Can you be more specific as to what you don't like?
Can you nail it down to one set of drivers or is it the system in general.
Are you listening/tuning one set of speakers at a time to get a feel for the range you like them in, don't like them in?

Can you post some new pics of where you're at right now?

Allot of questions I know, but it'll help me/us figure out possible solutions.
Don't give up.


----------



## derek0606 (Dec 1, 2010)

cobra93 said:


> Can you be more specific as to what you don't like?
> Can you nail it down to one set of drivers or is it the system in general.
> Are you listening/tuning one set of speakers at a time to get a feel for the range you like them in, don't like them in?
> 
> ...


I know for a fact that it is the 3" speakers; their performance has diminished to what I think is a blown speaker. There is to much distortion that wasn't there before. It crossed my mind when I bought them but I was feeding them 25W from the amp which is very close to the max.

I balanced the speakers by balancing right and left then proceeded to set the TA and EQ. When I set the gains, I used 75% of the max volume for safety and didn't touch the gain on the 3" because they were being pushed so hard.
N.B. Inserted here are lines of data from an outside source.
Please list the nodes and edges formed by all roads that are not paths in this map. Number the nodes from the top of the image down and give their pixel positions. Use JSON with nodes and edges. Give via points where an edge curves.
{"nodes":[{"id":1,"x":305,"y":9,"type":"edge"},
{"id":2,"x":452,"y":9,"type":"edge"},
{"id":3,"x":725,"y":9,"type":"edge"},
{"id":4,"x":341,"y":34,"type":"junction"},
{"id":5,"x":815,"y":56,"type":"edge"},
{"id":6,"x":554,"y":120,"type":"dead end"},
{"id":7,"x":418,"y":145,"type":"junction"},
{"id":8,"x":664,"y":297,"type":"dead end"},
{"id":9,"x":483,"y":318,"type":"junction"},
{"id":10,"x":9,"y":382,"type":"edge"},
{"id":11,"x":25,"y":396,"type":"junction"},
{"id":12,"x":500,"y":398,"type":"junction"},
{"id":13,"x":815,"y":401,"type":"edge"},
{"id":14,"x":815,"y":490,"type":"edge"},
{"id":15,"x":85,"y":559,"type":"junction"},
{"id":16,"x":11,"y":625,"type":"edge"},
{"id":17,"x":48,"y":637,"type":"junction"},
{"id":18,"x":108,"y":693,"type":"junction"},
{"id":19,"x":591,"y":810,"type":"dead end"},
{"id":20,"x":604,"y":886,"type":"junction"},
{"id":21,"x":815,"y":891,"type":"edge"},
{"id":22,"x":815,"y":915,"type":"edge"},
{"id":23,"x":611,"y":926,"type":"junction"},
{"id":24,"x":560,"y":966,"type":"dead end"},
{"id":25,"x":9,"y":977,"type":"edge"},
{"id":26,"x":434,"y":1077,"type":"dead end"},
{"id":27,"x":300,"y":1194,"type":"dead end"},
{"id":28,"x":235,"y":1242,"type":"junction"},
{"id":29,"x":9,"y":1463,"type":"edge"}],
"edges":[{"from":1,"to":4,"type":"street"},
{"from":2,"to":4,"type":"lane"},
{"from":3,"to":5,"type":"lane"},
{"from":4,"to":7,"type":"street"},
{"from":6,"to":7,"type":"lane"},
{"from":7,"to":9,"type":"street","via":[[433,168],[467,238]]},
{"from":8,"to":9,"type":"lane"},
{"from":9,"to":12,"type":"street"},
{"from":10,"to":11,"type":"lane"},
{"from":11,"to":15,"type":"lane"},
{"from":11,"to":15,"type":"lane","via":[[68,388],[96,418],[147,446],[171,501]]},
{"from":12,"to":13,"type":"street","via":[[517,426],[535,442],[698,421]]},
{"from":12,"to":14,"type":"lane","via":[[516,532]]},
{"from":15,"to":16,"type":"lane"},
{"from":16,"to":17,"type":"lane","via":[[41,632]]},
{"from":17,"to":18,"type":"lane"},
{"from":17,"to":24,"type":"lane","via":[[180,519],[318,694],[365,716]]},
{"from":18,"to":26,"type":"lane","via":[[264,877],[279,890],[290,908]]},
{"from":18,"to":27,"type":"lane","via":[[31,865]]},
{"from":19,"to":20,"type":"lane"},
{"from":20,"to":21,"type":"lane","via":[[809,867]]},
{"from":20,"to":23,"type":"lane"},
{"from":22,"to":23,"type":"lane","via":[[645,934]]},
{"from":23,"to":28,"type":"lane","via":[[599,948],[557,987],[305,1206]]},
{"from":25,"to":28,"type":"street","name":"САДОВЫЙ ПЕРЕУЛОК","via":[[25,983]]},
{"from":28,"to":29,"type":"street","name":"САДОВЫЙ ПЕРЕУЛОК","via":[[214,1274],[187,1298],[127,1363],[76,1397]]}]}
Funny thing is i have heard of people running these things with 50-100 if crossed above 300-400.

So I may shop for a amp and have gave parts express a call about getting them checked out and even rebuilt. Who knows, it may not even be worth it!
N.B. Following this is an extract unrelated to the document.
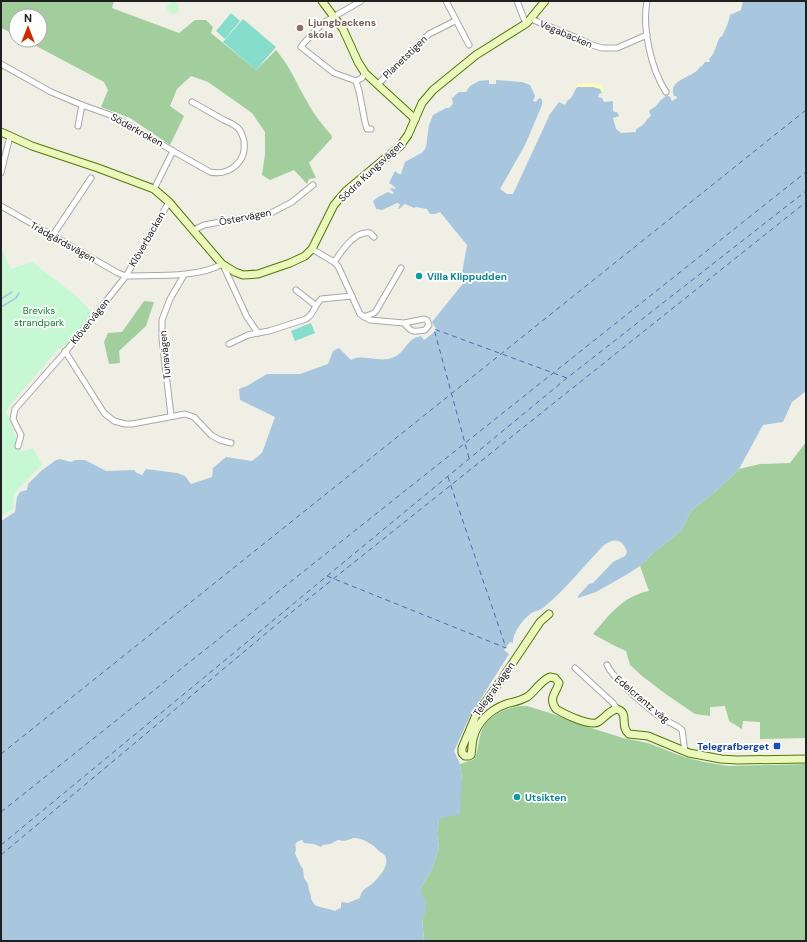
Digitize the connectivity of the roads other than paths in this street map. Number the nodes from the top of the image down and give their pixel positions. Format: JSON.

So much for trying to use an amp I had laying around... Who knows I will continue to play with it and see what I come up with.

No new pics because I haven't glassed anything... They are just glued rings on a door lol


----------



## cobra93 (Dec 22, 2009)

derek0606 said:


> I know for a fact that it is the 3" speakers; their performance has diminished to what I think is a blown speaker. There is to much distortion that wasn't there before. It crossed my mind when I bought them but I was feeding them 25W from the amp which is very close to the max.
> 
> I balanced the speakers by balancing right and left then proceeded to set the TA and EQ. When I set the gains, I used 75% of the max volume for safety and didn't touch the gain on the 3" because they were being pushed so hard. Funny thing is i have heard of people running these things with 50-100 if crossed above 300-400.
> 
> ...


Well at least you know what you want and what you don't like.
Sucks to loose any equipment, but better a less expensive driver than an amp.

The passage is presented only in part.